Le grand et premier instrument avec lequel la nature opère toutes ses merveilles est cette force universelle, constante et pénétrante dont elle anime chaque atome de matière en leur imprimant une tendance mutuelle à se rapprocher et s’unir ; son autre grand moyen est la chaleur, et cette seconde force tend à séparer tout ce que la première a réuni ; néanmoins elle lui est subordonnée, car l’élément du feu, comme toute autre matière, est soumis à la puissance générale de la force attractive : celle-ci est d’ailleurs également répartie dans les substances organisées comme dans les matières brutes ; elle est toujours proportionnelle à la masse, toujours présente, sans cesse active ; elle peut travailler la matière dans les trois dimensions à la fois, dès qu’elle est aidée de la chaleur, parce qu’il n’y a pas un point qu’elle ne pénètre à tout instant, et que par conséquent la chaleur ne puisse étendre et développer dès qu’elle se trouve dans la proportion qu’exige l’état des matières sur lesquelles elle opère : ainsi par la combinaison de ces deux forces actives, la matière ductile[NdÉ 5], pénétrée et travaillée dans tous ses points, et par conséquent dans les trois dimensions à la fois, prend la forme d’un germe organisé[NdÉ 6] qui bientôt deviendra vivant ou végétant par la continuité de son développement et de son extension proportionnelle en longueur, largeur et profondeur. Mais si ces deux forces pénétrantes et productrices, l’attraction et la chaleur, au lieu d’agir sur des substances molles et ductiles, viennent à s’exercer sur des matières sèches et dures qui leur opposent trop de résistance, alors elles ne peuvent agir que sur la surface sans pénétrer l’intérieur de cette matière trop dure ; elles ne pourront donc, malgré toute leur activité, la travailler que dans deux dimensions au lieu de trois, en traçant à sa superficie quelques linéaments ; et cette matière n’étant travaillée qu’à la surface ne pourra prendre d’autre forme que celle d’un minéral figuré.

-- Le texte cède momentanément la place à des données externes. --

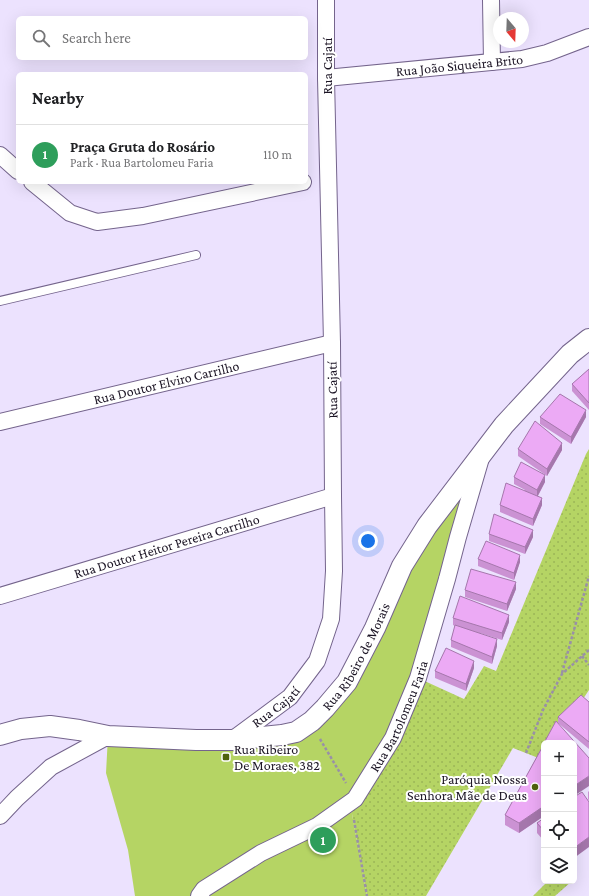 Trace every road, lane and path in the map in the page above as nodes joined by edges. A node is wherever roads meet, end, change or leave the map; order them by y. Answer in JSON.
{"nodes":[{"id":1,"x":326,"y":0,"type":"edge"},
{"id":2,"x":491,"y":0,"type":"edge"},
{"id":3,"x":589,"y":36,"type":"edge"},
{"id":4,"x":492,"y":62,"type":"junction"},
{"id":5,"x":326,"y":78,"type":"junction"},
{"id":6,"x":0,"y":155,"type":"edge"},
{"id":7,"x":16,"y":169,"type":"edge"},
{"id":8,"x":328,"y":177,"type":"junction"},
{"id":9,"x":308,"y":181,"type":"edge"},
{"id":10,"x":34,"y":184,"type":"edge"},
{"id":11,"x":295,"y":184,"type":"edge"},
{"id":12,"x":196,"y":256,"type":"dead end"},
{"id":13,"x":0,"y":301,"type":"edge"},
{"id":14,"x":589,"y":339,"type":"edge"},
{"id":15,"x":332,"y":343,"type":"junction"},
{"id":16,"x":0,"y":422,"type":"edge"},
{"id":17,"x":484,"y":451,"type":"junction"},
{"id":18,"x":333,"y":496,"type":"junction"},
{"id":19,"x":589,"y":576,"type":"edge"},
{"id":20,"x":0,"y":596,"type":"edge"},
{"id":21,"x":589,"y":650,"type":"edge"},
{"id":22,"x":582,"y":656,"type":"junction"},
{"id":23,"x":589,"y":665,"type":"edge"},
{"id":24,"x":562,"y":674,"type":"junction"},
{"id":25,"x":312,"y":721,"type":"junction"},
{"id":26,"x":0,"y":735,"type":"edge"},
{"id":27,"x":108,"y":736,"type":"junction"},
{"id":28,"x":232,"y":740,"type":"junction"},
{"id":29,"x":526,"y":752,"type":"dead end"},
{"id":30,"x":353,"y":801,"type":"junction"},
{"id":31,"x":0,"y":816,"type":"edge"},
{"id":32,"x":199,"y":896,"type":"edge"},
{"id":33,"x":367,"y":896,"type":"edge"}],
"edges":[{"from":1,"to":5,"type":"street","name":"Rua Cajatí"},
{"from":2,"to":4,"type":"street"},
{"from":3,"to":4,"type":"street","name":"Rua João Siqueira Brito"},
{"from":4,"to":5,"type":"street","name":"Rua João Siqueira Brito"},
{"from":5,"to":8,"type":"street","name":"Rua Cajatí"},
{"from":6,"to":7,"type":"street"},
{"from":8,"to":9,"type":"street"},
{"from":8,"to":15,"type":"street","name":"Rua Cajatí"},
{"from":10,"to":11,"type":"street"},
{"from":12,"to":13,"type":"lane"},
{"from":14,"to":17,"type":"street","name":"Rua Ribeiro de Morais"},
{"from":15,"to":16,"type":"street","name":"Rua Doutor Elviro Carrilho"},
{"from":15,"to":18,"type":"street","name":"Rua Cajatí"},
{"from":17,"to":25,"type":"street","name":"Rua Ribeiro de Morais"},
{"from":17,"to":30,"type":"street","name":"Rua Bartolomeu Faria"},
{"from":18,"to":20,"type":"street","name":"Rua Doutor Heitor Pereira Carrilho"},
{"from":18,"to":28,"type":"street","name":"Rua Cajatí"},
{"from":19,"to":24,"type":"path"},
{"from":21,"to":22,"type":"path"},
{"from":22,"to":23,"type":"path"},
{"from":22,"to":24,"type":"path"},
{"from":24,"to":29,"type":"path"},
{"from":25,"to":28,"type":"street","name":"Rua Ribeiro de Morais"},
{"from":25,"to":30,"type":"path"},
{"from":26,"to":27,"type":"street","name":"Rua Ribeiro de Morais"},
{"from":27,"to":28,"type":"street","name":"Rua Ribeiro de Morais"},
{"from":27,"to":31,"type":"street"},
{"from":30,"to":32,"type":"street","name":"Rua Bartolomeu Faria"},
{"from":30,"to":33,"type":"path"}]}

La nature opère ici comme l’art de l’homme : il ne peut que tracer des figures et former des surfaces, mais dans ce genre même de travail, le seul où nous puissions l’imiter, elle nous est encore si supérieure qu’aucun de nos ouvrages ne peut approcher des siens.

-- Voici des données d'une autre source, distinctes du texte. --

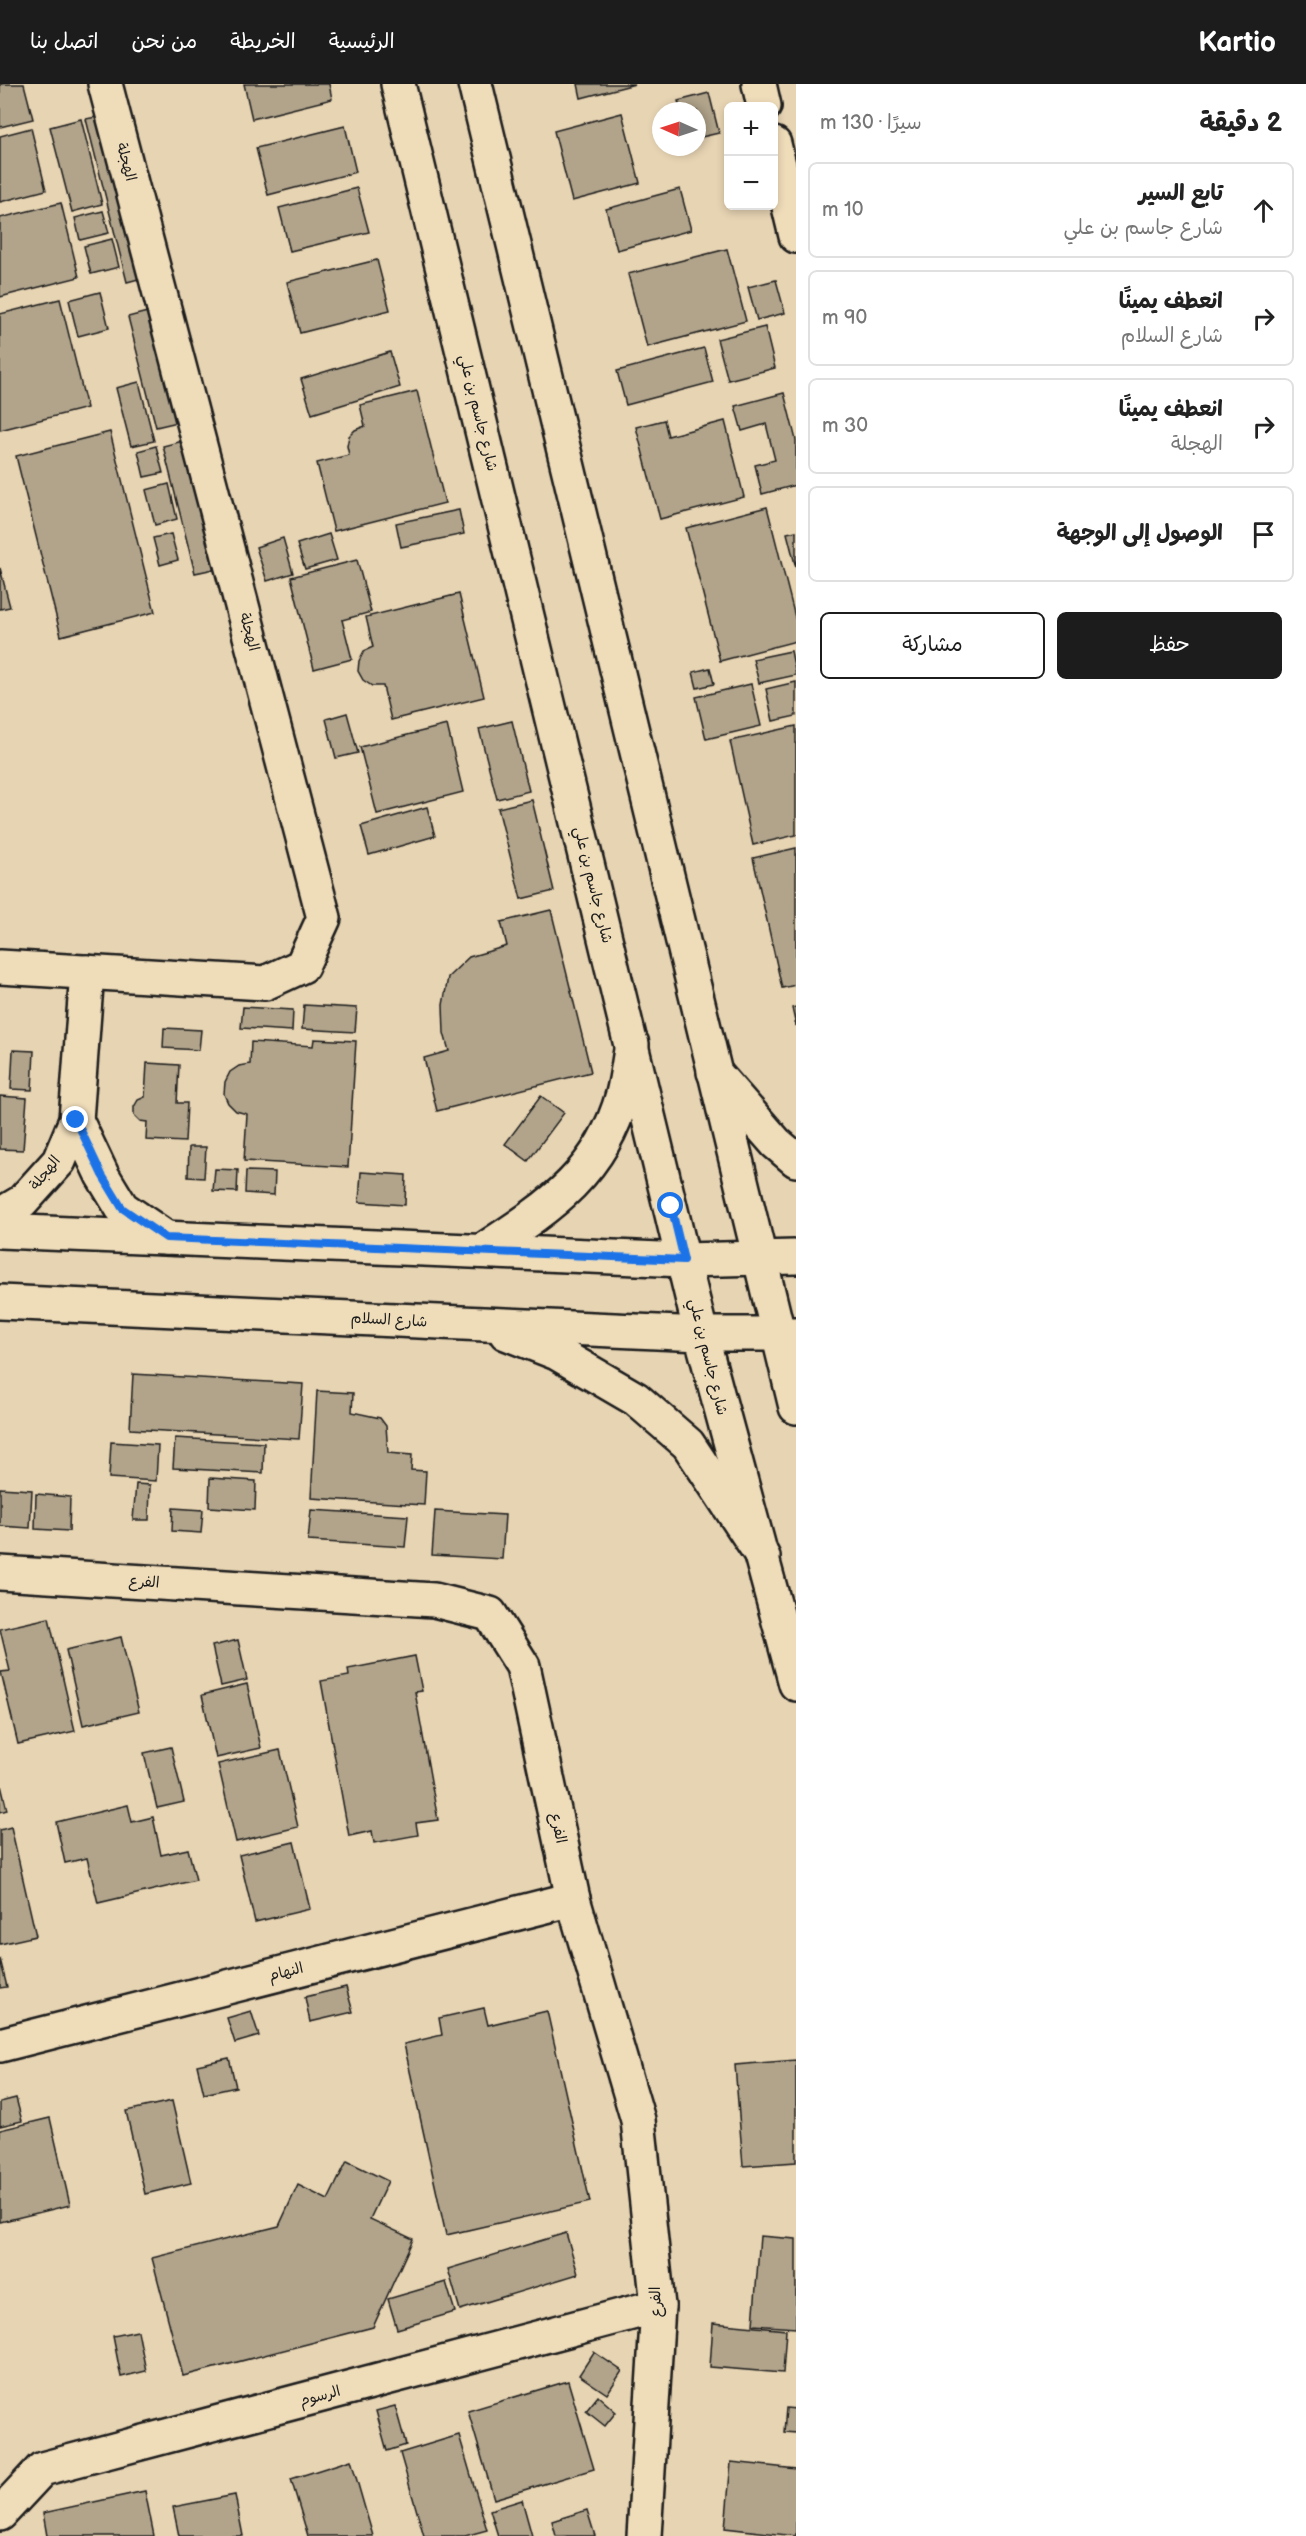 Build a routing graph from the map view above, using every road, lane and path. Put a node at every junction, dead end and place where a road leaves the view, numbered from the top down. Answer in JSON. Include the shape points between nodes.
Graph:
{"nodes":[{"id":1,"x":105,"y":84,"type":"edge"},
{"id":2,"x":398,"y":84,"type":"edge"},
{"id":3,"x":475,"y":84,"type":"edge"},
{"id":4,"x":759,"y":84,"type":"edge"},
{"id":5,"x":763,"y":102,"type":"edge"},
{"id":6,"x":777,"y":156,"type":"edge"},
{"id":7,"x":796,"y":236,"type":"edge"},
{"id":8,"x":0,"y":967,"type":"edge"},
{"id":9,"x":87,"y":972,"type":"junction"},
{"id":10,"x":632,"y":1044,"type":"junction"},
{"id":11,"x":714,"y":1072,"type":"junction"},
{"id":12,"x":76,"y":1120,"type":"junction"},
{"id":13,"x":796,"y":1160,"type":"edge"},
{"id":14,"x":0,"y":1215,"type":"edge"},
{"id":15,"x":0,"y":1231,"type":"edge"},
{"id":16,"x":166,"y":1238,"type":"junction"},
{"id":17,"x":482,"y":1251,"type":"junction"},
{"id":18,"x":796,"y":1257,"type":"edge"},
{"id":19,"x":760,"y":1258,"type":"junction"},
{"id":20,"x":684,"y":1260,"type":"junction"},
{"id":21,"x":0,"y":1302,"type":"edge"},
{"id":22,"x":485,"y":1324,"type":"junction"},
{"id":23,"x":701,"y":1334,"type":"junction"},
{"id":24,"x":787,"y":1334,"type":"edge"},
{"id":25,"x":796,"y":1407,"type":"edge"},
{"id":26,"x":763,"y":1557,"type":"junction"},
{"id":27,"x":0,"y":1573,"type":"edge"},
{"id":28,"x":796,"y":1684,"type":"edge"},
{"id":29,"x":573,"y":1899,"type":"junction"},
{"id":30,"x":0,"y":2045,"type":"edge"},
{"id":31,"x":658,"y":2306,"type":"junction"},
{"id":32,"x":0,"y":2514,"type":"edge"},
{"id":33,"x":644,"y":2536,"type":"edge"}],
"edges":[{"from":1,"to":9,"type":"street","name":"الهجلة","via":[[324,918],[302,966],[265,983]]},
{"from":2,"to":10,"type":"street","name":"شارع جاسم بن علي"},
{"from":3,"to":11,"type":"street"},
{"from":4,"to":5,"type":"street"},
{"from":6,"to":7,"type":"street"},
{"from":8,"to":9,"type":"street","name":"الهجلة"},
{"from":9,"to":12,"type":"street","name":"الهجلة"},
{"from":10,"to":17,"type":"street","via":[[623,1095],[604,1142],[585,1172],[544,1211]]},
{"from":10,"to":20,"type":"street","name":"شارع جاسم بن علي"},
{"from":11,"to":13,"type":"street","via":[[776,1143]]},
{"from":11,"to":19,"type":"street"},
{"from":12,"to":14,"type":"street","name":"الهجلة","via":[[59,1161],[22,1202]]},
{"from":12,"to":16,"type":"street","name":"الهجلة","via":[[122,1208]]},
{"from":15,"to":16,"type":"street"},
{"from":16,"to":17,"type":"street"},
{"from":17,"to":20,"type":"street"},
{"from":18,"to":19,"type":"street"},
{"from":19,"to":20,"type":"street"},
{"from":19,"to":24,"type":"street"},
{"from":20,"to":23,"type":"street","name":"شارع جاسم بن علي"},
{"from":21,"to":22,"type":"street","name":"شارع السلام"},
{"from":22,"to":23,"type":"street","name":"شارع السلام"},
{"from":22,"to":26,"type":"street","via":[[557,1353],[636,1399],[688,1444]]},
{"from":23,"to":24,"type":"street","name":"شارع السلام"},
{"from":23,"to":26,"type":"street","name":"شارع جاسم بن علي"},
{"from":24,"to":25,"type":"street"},
{"from":26,"to":28,"type":"street","name":"شارع جاسم بن علي"},
{"from":27,"to":29,"type":"street","name":"الفرع","via":[[434,1600],[490,1614],[524,1666]]},
{"from":29,"to":30,"type":"street","name":"النهام"},
{"from":29,"to":31,"type":"street","name":"الفرع","via":[[638,2120]]},
{"from":31,"to":32,"type":"street","name":"الرسوم","via":[[42,2469]]},
{"from":31,"to":33,"type":"street","name":"الفرع"}]}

Le germe de l’animal ou du végétal étant formé par la réunion des molécules organiques avec une petite portion de matière ductile, ce moule intérieur, une fois donné et bientôt développé par la nutrition, suffit pour communiquer son empreinte, et rendre sa même forme à perpétuité par toutes les voies de la reproduction et de la génération, au lieu que, dans le minéral, il n’y a point de germe, point de moule intérieur capable de se développer par la nutrition, ni de transmettre sa forme par la reproduction[NdÉ 7].

Les animaux et les végétaux, se reproduisant également par eux-mêmes, doivent être considérés ici comme des êtres semblables pour le fond et les moyens d’organisation[NdÉ 8] ; les minéraux qui ne peuvent se reproduire par eux-mêmes, et qui néanmoins se produisent toujours sous la même forme[NdÉ 9], en diffèrent par l’origine et par leur structure dans laquelle il n’y a que des traces superficielles d’organisation ; mais, pour bien saisir cette différence originelle, on doit se rappeler[1] que, pour former un moule d’animal ou de végétal capable de se reproduire, il faut que la nature travaille la matière dans les trois dimensions à la fois, et que la chaleur y distribue les molécules organiques dans les mêmes proportions, afin que la nutrition et l’accroissement suivent cette pénétration intime, et qu’enfin la reproduction puisse s’opérer par le superflu de ces molécules organiques, renvoyées de toutes les parties du corps organisé lorsque son accroissement est complet : or, dans le minéral, cette dernière opération, qui est le suprême effort de la nature, ne se fait ni ne tend à se faire ; il n’y a point de molécules organiques superflues qui puissent être renvoyées pour la reproduction ; l’opération qui la précède, c’est-à-dire celle de la nutrition, s’exerce dans certains corps organisés qui ne se reproduisent pas, et qui ne sont produits eux-mêmes que par une génération spontanée ; mais cette seconde opération est encore supprimée dans le minéral ; il ne se nourrit ni ne s’accroît par cette intussusception qui, dans tous les êtres organisés, étend et développe leurs trois dimensions à la fois en égale proportion ; sa seule manière de croître est une augmentation de volume par la juxtaposition successive de ses parties constituantes[NdÉ 10], qui toutes n’étant travaillées que sur deux dimensions, c’est-à-dire en longueur et en largeur, ne peuvent prendre d’autre forme que celle de petites lames infiniment minces et de figures semblables ou différentes ; et ces lames figurées, superposées et réunies, composent par leur agrégation un volume plus ou moins grand et figuré de même. Ainsi, dans chaque sorte de minéral figuré, les parties constituantes, quoique excessivement minces, ont une figure déterminée qui borne le plan de leur surface, et leur est propre et particulière ; et, comme les figures peuvent varier à l’infini, la diversité des minéraux est aussi grande que le nombre de ces variétés de figure.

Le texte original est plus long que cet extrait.